Wie schon erwähnt, wird Sauerstoff ab einem Teildruck von 1,6 bar giftig, und somit nimmt die Maximaltiefe eines Gemisches mit der Erhöhung des Sauerstoff-Anteils ab. Kein Freibrief nach „unten“ also. Alsdann, versuchten die Tüftler, den großen Sündenbock Stickstoff zurückzudrängen, ohne den kleinen Sündenbock Sauerstoff zu erhöhen.
Das Mittel:
Mit der Beigabe des Edelgases Helium entstand Heliox. Das Schöne am Helium ist, dass es kaum narkotisierende Wirkung hat und man somit erst weit tiefer besoffen wird. Und auch den Sauerstoffanteil kann man zurückschrauben, sodass Tiefen von über 200 Metern tatsächlich in greifbare Nähe rücken. Dummerweise hat auch Helium bei raschen Abstiegen einen Nachteil: das High-Pressure-Nervous-Syndrom (HPNS), eine Nerven-Überreizung mit Symptomen vom Augenflimmern bis zu starken Muskelkrämpfen, in großen Tiefen lebensbedrohlich.
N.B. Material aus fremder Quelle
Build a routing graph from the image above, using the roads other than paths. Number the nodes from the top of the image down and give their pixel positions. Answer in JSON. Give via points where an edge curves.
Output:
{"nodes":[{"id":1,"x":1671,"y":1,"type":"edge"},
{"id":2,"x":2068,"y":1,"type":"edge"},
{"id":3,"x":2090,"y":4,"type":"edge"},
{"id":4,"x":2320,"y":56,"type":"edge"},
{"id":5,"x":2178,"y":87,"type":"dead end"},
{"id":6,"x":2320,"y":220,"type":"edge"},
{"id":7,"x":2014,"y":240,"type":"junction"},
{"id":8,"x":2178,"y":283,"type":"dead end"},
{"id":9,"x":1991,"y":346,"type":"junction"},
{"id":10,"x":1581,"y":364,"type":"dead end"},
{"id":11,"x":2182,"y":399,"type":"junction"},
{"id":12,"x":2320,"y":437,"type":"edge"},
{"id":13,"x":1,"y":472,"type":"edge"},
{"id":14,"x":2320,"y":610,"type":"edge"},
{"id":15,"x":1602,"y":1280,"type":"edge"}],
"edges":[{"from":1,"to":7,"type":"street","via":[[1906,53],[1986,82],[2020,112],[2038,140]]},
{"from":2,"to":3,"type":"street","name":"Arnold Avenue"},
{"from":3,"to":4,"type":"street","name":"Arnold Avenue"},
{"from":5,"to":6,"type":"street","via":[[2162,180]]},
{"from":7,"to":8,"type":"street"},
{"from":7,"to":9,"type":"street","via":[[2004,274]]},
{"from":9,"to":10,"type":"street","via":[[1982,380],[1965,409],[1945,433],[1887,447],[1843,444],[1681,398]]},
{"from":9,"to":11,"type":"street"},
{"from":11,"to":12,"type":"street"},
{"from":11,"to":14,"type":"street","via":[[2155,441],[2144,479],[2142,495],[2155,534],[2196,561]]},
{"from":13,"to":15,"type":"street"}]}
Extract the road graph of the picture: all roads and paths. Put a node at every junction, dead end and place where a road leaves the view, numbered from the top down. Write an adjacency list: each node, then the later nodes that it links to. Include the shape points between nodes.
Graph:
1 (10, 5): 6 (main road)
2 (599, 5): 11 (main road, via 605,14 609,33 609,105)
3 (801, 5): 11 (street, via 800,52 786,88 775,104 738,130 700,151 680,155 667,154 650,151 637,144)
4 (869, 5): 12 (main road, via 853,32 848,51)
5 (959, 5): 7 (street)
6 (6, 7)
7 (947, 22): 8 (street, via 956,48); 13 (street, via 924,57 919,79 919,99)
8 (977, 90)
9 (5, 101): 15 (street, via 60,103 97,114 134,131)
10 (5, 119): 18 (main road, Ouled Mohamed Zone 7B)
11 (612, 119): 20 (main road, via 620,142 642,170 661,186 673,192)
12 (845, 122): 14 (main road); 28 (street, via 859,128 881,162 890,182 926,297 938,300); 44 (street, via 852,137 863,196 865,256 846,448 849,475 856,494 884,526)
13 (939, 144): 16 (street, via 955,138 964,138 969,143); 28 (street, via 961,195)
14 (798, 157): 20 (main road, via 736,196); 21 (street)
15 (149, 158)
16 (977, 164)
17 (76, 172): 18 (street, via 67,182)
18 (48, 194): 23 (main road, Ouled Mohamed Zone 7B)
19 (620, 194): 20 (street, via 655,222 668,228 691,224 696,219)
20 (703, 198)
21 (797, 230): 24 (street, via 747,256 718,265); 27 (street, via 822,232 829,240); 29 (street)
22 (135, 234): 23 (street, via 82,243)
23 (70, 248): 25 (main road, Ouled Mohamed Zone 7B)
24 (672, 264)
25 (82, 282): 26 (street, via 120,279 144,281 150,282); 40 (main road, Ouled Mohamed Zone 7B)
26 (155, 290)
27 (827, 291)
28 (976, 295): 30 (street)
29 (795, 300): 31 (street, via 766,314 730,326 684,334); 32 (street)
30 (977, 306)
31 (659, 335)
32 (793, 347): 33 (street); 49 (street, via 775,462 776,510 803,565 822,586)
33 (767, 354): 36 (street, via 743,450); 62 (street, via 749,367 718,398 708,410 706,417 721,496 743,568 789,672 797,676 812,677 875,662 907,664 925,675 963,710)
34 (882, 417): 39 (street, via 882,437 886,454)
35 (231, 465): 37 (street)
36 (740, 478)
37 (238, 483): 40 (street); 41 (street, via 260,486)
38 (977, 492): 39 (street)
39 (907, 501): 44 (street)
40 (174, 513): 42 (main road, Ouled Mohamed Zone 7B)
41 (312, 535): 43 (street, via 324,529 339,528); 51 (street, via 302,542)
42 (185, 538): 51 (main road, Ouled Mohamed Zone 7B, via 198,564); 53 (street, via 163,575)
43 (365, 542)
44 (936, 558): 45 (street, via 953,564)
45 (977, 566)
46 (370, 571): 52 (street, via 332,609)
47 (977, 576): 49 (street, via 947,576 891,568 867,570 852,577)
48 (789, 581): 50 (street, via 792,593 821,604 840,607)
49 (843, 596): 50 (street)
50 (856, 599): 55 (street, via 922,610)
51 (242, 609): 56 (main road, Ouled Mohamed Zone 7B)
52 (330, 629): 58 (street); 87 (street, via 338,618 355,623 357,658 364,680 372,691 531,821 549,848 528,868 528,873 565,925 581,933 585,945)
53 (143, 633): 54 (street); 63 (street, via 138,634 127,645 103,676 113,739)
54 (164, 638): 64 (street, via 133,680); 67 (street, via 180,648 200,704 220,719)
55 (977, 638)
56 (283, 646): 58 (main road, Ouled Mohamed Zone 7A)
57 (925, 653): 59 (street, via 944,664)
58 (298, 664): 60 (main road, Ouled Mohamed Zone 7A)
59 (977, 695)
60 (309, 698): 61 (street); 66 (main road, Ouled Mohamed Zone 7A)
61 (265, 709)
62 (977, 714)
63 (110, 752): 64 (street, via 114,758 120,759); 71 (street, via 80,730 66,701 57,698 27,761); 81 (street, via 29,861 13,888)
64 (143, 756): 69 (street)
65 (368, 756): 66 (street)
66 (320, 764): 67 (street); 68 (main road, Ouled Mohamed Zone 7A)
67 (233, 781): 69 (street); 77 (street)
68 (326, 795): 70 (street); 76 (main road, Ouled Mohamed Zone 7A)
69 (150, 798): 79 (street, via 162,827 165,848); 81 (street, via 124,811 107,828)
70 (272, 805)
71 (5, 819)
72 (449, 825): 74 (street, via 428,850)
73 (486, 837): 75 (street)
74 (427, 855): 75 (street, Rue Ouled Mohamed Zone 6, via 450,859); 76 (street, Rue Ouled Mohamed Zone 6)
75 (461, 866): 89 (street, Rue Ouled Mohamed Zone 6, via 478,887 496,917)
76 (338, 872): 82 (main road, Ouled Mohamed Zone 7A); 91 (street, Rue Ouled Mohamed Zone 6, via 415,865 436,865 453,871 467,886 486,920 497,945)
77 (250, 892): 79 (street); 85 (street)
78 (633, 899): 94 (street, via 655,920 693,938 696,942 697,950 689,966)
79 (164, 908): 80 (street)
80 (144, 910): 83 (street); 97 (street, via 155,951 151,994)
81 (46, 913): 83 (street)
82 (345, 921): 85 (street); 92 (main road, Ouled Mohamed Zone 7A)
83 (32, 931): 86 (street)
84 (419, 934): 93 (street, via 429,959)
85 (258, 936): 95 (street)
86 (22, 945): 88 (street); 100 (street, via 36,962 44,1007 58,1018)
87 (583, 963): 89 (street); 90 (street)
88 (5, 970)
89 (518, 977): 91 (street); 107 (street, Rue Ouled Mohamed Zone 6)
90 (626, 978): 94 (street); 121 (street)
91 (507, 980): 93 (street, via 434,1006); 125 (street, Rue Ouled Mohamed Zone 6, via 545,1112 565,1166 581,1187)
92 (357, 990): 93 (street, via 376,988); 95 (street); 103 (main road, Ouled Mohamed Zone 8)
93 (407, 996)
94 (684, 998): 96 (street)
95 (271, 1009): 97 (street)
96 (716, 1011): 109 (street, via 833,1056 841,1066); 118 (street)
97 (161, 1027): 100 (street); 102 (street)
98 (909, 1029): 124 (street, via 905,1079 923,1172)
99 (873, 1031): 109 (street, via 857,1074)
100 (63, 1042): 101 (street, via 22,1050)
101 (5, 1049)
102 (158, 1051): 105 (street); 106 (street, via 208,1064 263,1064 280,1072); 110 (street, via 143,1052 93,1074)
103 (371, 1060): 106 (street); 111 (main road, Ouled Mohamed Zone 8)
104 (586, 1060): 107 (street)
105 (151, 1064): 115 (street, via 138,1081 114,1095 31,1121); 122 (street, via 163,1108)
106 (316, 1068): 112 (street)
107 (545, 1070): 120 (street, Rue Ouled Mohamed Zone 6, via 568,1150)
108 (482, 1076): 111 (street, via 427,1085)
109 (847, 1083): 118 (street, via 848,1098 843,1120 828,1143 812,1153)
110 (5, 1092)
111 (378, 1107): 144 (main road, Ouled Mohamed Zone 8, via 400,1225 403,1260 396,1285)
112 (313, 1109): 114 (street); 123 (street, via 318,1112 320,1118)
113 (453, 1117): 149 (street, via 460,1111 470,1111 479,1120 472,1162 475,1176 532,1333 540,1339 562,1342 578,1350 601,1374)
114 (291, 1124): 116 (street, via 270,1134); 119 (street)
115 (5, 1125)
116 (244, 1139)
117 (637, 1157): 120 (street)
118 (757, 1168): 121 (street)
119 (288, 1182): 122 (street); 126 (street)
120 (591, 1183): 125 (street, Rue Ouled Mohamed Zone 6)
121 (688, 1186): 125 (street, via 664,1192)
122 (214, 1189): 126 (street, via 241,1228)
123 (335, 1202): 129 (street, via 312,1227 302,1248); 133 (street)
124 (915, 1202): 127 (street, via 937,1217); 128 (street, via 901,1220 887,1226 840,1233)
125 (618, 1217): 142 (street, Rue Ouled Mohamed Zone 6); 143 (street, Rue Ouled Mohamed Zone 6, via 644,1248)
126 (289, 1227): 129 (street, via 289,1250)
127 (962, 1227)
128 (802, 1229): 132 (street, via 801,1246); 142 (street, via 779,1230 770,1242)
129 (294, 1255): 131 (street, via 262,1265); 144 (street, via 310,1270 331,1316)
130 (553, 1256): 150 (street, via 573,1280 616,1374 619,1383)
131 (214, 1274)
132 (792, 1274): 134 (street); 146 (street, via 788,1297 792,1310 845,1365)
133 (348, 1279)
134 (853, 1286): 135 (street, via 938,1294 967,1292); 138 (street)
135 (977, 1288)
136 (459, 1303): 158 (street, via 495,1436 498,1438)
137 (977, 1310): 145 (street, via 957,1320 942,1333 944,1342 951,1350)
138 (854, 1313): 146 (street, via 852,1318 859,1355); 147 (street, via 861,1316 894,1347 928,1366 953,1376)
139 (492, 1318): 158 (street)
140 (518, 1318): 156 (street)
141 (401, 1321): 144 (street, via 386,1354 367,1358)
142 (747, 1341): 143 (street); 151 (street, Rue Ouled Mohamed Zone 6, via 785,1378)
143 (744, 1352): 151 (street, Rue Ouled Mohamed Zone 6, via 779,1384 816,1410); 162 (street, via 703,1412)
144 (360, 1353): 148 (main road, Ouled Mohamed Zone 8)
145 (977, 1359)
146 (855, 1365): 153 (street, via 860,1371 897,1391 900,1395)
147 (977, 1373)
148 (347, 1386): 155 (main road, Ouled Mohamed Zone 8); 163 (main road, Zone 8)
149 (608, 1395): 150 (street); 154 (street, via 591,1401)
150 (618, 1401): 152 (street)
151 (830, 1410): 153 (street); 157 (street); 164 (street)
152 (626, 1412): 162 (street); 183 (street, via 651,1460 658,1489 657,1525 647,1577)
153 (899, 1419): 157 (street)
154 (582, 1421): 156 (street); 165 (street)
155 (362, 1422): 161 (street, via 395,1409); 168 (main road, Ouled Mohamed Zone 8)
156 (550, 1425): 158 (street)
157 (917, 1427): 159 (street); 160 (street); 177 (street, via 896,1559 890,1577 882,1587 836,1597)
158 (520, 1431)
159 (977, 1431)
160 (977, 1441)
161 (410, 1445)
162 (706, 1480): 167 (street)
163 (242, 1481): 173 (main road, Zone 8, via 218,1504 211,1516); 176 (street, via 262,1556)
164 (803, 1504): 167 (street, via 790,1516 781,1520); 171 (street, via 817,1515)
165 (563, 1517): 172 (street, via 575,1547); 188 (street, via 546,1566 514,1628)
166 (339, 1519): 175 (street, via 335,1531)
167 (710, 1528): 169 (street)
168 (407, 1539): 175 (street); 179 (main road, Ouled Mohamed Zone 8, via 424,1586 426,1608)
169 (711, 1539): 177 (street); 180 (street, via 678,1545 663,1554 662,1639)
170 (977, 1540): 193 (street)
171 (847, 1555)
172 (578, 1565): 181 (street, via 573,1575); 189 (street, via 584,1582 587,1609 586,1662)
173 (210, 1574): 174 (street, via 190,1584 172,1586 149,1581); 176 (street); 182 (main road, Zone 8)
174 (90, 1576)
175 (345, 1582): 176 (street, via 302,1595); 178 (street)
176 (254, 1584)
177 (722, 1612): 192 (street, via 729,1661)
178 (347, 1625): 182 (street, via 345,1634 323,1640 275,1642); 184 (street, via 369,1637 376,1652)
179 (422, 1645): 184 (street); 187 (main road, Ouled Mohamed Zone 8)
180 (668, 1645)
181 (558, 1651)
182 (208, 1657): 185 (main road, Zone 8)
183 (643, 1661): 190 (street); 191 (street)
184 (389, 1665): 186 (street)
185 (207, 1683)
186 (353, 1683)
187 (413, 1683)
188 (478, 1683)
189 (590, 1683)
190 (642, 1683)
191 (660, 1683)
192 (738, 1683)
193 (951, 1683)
Dieses Dilemma führte zu Rückkehr eines alten Bekannten, des Stickstoffs. Das Resultat heißt Trimix, ein Bund aus Sauerstoff, Helium und eben Stickstoff. Was auf den ersten Blick paradox erscheint, hat doch Methode. Die narkotisierende Wirkung des Stickstoffs soll der HPNS-Überreizung entgegenwirken. Was natürlich dazu führte, dass mit dem Stickstoff auch seine Nebenwirkungen wieder ins Spiel kamen. Mittlerweile sind die Tüftler einen Schritt weiter: Beim Hydreliox wird Wasserstoff anstelle von Stickstoff verwendet. Vorteil dabei: Die narkotische Wirkung des Wasserstoffs wirkt dem HPNS entgegen, doch er bewirkt keine Zunahme der Dichte. Allerdings hat die Sache einen Haken. Zum einen lässt sich das HPNS durch narkotische Gase nicht grenzenlos eindämmen. Und zum anderen ist der technische Aufwand immens, da wegen Explosionsgefahr eine Mischung mit dem Sauerstoff verhindert werden muss (Knallgas!). Kein Ende der Gefahr also.